Contract faculty at Trent, also referred to as ‘sessional,’ ‘adjunct,’ or part-time faculty, have been working without a contract since Sept. 2013. Due to lack of progress in contract negotiations with the university, they will be in position to legally strike as early as March 28.

Negotiations continue, but according to Stephen Horner, President of the contract faculty’s union CUPE 3908, and a member of the negotiating team, substantial differences continue to stand in the way of an agreement.

Under labour law, these part-time faculty have been working under the terms of their previous agreement since its expiry. They are currently among the lowest paid faculty in the province—more than 10 percent lower than the provincial average.

To put this in real dollar terms, contract faculty represented by CUPE are limited to teaching 1.5 credits of courses per year, for which they are paid a maximum of $18,000. These faculty, most of whom have PhDs or are in the process of completing PhDs, must often hold down simultaneous contracts at multiple universities just to make a living wage.

Currently there are roughly 250 contract faculty at Trent, teaching approximately 25-30 percent of the courses offered here. These courses account for $28 million in incoming revenue for the university.

The rest are taught by permanent faculty who make a dramatically higher hourly wage than their part-time peers—as much as three times higher for tenured faculty, in addition to many other benefits contract faculty do not have access to.

Graduate student Teaching Assistants belong to Unit 2 of CUPE 3908. Their separate employment contract will expire in August 2014.

Whereas permanent faculty, represented by the Trent University Faculty Association (TUFA), have relative job security, contract faculty are only hired on a term-by-term basis and must re-apply for jobs every term.

Trent’s current labour agreement with TUFA calls for replacing only half of all tenured faculty retirees—so the proportion of classes taught by contract faculty is virtually guaranteed to steadily increase, as it has at other universities.

According to the union, Trent’s negotiators’ were asking contract faculty to accept a net freeze on wages, which means that any salary increases (even to match annual inflation) would have to be offset by cuts to their existing negotiated benefits. Contract faculty’s existing benefits already amounts to less than one percent of total compensation, whereas the average for public sector employees’ negotiated benefits is around 20 percent, and the average for other employees of Trent between 20-30 percent.

To put this in real numbers again, contract faculty can only receive a maximum of $600 in annual health benefits for themselves and any spouses or children they may have.

That’s drastically less than even full-time students can claim under their TCSA-negotiated health benefits plan.

Contract faculty’s current Health Benefits Fund has a maximum annual budget of only $30,000 – for all of its 250 members. Once that fund is exhausted, no more claims can be made. The university proposed a further reduction of this fund by 17 percent to $25,000.

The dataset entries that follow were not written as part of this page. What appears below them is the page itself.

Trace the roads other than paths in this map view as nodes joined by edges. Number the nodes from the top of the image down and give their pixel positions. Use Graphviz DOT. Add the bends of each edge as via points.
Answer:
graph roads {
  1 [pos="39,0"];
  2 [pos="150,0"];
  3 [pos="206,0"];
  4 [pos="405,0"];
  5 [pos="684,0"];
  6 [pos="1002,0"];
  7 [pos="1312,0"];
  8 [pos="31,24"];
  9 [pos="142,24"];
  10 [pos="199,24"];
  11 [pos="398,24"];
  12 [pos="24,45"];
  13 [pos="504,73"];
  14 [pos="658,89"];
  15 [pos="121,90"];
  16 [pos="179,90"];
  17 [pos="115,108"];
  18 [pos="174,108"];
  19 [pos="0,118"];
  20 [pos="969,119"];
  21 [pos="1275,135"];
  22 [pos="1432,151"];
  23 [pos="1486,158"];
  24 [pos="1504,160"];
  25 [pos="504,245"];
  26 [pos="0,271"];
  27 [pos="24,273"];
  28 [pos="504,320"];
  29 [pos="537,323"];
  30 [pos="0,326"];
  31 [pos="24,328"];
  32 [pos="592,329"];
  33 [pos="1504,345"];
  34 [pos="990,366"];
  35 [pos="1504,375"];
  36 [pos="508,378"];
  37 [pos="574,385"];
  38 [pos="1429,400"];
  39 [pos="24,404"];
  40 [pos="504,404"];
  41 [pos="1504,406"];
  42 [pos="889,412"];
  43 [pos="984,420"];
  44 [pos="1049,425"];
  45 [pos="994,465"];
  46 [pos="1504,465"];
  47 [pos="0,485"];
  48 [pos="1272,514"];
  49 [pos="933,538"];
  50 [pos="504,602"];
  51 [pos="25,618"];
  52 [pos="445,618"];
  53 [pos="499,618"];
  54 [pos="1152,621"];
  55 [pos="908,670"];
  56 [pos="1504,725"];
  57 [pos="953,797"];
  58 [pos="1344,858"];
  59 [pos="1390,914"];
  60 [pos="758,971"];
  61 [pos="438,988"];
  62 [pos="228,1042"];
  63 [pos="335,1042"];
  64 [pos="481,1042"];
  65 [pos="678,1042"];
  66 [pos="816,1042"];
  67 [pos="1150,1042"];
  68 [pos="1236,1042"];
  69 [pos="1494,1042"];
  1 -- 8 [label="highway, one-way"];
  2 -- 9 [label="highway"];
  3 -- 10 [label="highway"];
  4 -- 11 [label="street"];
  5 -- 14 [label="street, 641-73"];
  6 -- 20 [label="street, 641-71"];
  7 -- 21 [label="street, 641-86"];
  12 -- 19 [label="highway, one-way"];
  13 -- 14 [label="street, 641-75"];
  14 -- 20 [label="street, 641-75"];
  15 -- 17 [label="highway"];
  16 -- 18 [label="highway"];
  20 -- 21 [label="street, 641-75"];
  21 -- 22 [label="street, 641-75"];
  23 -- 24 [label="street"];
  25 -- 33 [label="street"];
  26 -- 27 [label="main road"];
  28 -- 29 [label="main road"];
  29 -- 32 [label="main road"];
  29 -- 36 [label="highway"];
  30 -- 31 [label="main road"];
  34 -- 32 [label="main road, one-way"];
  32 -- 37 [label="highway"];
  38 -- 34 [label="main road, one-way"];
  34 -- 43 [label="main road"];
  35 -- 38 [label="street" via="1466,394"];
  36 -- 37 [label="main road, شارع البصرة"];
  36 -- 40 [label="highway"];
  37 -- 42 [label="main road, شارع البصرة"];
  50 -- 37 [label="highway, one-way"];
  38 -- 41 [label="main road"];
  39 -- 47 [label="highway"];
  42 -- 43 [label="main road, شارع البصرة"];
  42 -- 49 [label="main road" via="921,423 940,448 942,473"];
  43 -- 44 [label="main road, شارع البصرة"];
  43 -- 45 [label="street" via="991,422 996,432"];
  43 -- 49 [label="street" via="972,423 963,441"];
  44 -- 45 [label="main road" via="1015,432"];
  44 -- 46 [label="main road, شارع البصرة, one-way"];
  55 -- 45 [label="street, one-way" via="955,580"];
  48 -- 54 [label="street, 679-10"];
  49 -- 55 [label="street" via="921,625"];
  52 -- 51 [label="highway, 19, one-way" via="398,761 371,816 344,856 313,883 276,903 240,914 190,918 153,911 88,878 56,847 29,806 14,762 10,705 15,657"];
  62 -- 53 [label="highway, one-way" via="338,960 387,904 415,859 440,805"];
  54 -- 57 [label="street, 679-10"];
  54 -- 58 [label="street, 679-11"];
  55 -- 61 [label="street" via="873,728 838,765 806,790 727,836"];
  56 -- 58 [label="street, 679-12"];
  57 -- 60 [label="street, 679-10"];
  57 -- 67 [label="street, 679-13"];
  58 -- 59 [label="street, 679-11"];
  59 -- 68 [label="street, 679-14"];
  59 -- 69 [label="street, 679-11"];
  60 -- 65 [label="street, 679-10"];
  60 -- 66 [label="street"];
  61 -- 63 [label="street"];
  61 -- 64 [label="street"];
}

Contract faculty’s wages are also not indexed to the rate of inflation, so a net freeze would actually amount to a one to two percent pay cut every year.

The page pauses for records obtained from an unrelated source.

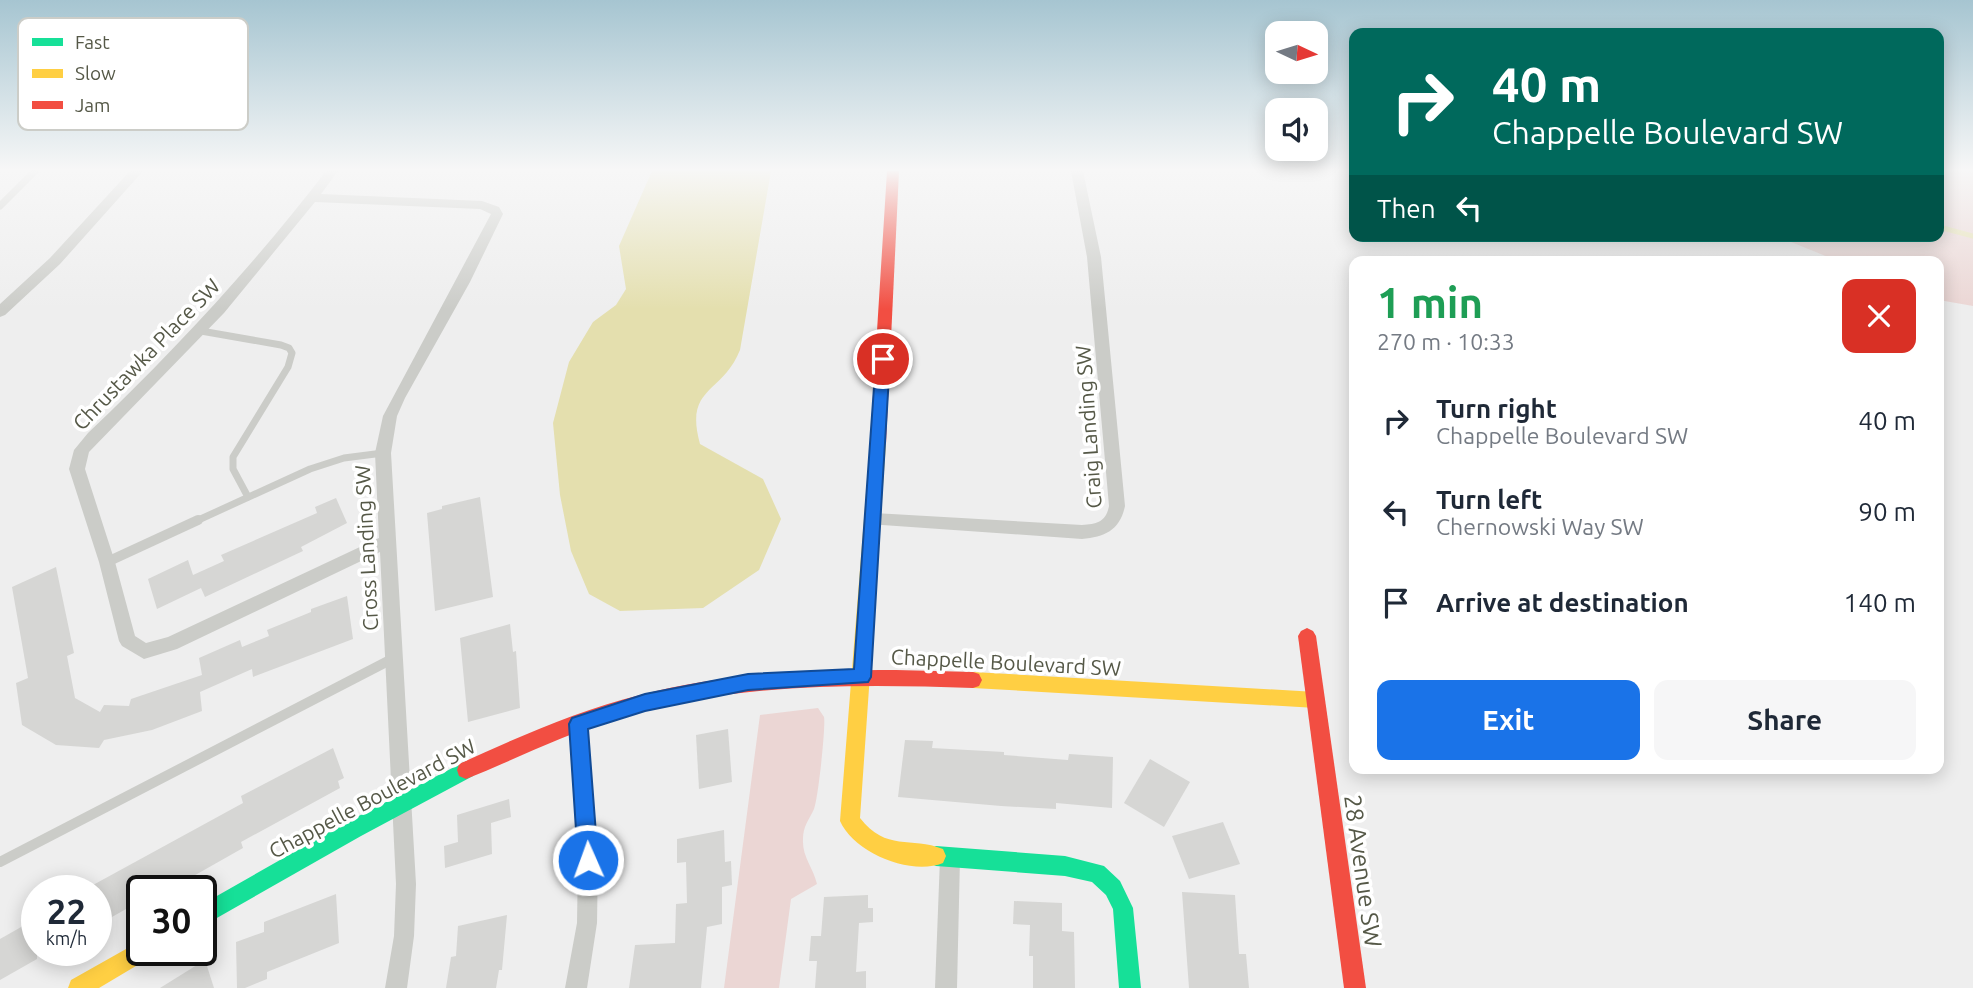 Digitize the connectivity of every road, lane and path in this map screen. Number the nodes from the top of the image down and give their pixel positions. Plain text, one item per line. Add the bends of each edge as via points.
1 (95, 217) edge
2 (298, 217) edge
3 (497, 217) edge
4 (890, 217) edge
5 (1086, 217) edge
6 (0, 312) edge
7 (201, 331) junction
8 (383, 453) junction
9 (248, 498) junction
10 (874, 519) junction
11 (386, 542) junction
12 (107, 562) junction
13 (1307, 636) dead end
14 (392, 659) junction
15 (862, 677) junction
16 (1316, 700) junction
17 (578, 724) junction
18 (400, 802) junction
19 (950, 858) junction
20 (0, 862) edge
21 (217, 908) edge
22 (126, 961) edge
23 (79, 988) edge
24 (396, 988) edge
25 (576, 988) edge
26 (946, 988) edge
27 (1130, 988) edge
28 (1355, 988) edge

1 - 6 street
2 - 7 street, Chrustawka Place SW
3 - 8 street, Cross Landing SW via 398,398
4 - 10 street
5 - 10 street, Craig Landing SW via 1103,335 1116,518 1100,531
7 - 9 lane via 281,345 292,353 288,368 233,457 233,469
7 - 12 street, Chrustawka Place SW via 82,450 77,469
8 - 9 lane via 328,462
8 - 11 street, Cross Landing SW
9 - 12 lane
10 - 15 street
11 - 12 street, Chrustawka Place SW via 171,643 144,651 128,641
11 - 14 street, Cross Landing SW
13 - 16 street, 28 Avenue SW
14 - 18 street, Cross Landing SW
14 - 20 lane
15 - 16 street, Chappelle Boulevard SW
15 - 17 street, Chappelle Boulevard SW via 748,682 621,709
15 - 19 street via 850,821 875,849
16 - 28 street, 28 Avenue SW
17 - 18 street, Chappelle Boulevard SW via 472,766
17 - 25 street via 588,860 587,923
18 - 21 street, Chappelle Boulevard SW
18 - 24 street, Cross Landing SW via 406,884
19 - 26 street
19 - 27 street via 1065,866 1097,873 1113,888 1123,908
22 - 23 street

Trent’s Operating Budget for 2013-14—totalling over $91 million—included a projected $2,293,000 increase in the wages of instructional faculty. Contract faculty’s wages currently account for just over five percent of the budget total and only 10 percent of total faculty salary cost.

The university proposed in negotiations an increase of $16,600 in total compensation for all part-time CUPE faculty—total, not per person. The union countered with a proposal of three pecrcent, which would amount to just over 15 percent of the already budgeted increases to faculty wages.

A three percent increase (which after inflation would actually be less than two percent) for all part-time contract faculty would cost $150,000. According to CUPE, Trent already saves more than that for every retiring tenured faculty replaced with part-time instructors earning a fraction of the retirees’ wages: “savings […] for each full-time faculty member replaced by part-time faculty exceeds $150,000.” Under the previously stated agreement, half of all retiring faculty will be replaced in this manner.

The vast majority of funds slated for faculty wage increases will go to full-time faculty, under an agreement already negotiated by TUFA.

Meanwhile, Trent’s new incoming president alone will likely make over $300,000, before benefits. Compensation for senior administrators at Trent is slated to increase by an average of 4.5 percent annually.

Faced with this disparity, contract faculty voted resoundingly (92 percent) in favour of a mandate empowering their bargaining team to call a strike should the university and union negotiators be unable to reach an acceptable agreement.

That doesn’t mean there will be a strike—it just makes that a possibility.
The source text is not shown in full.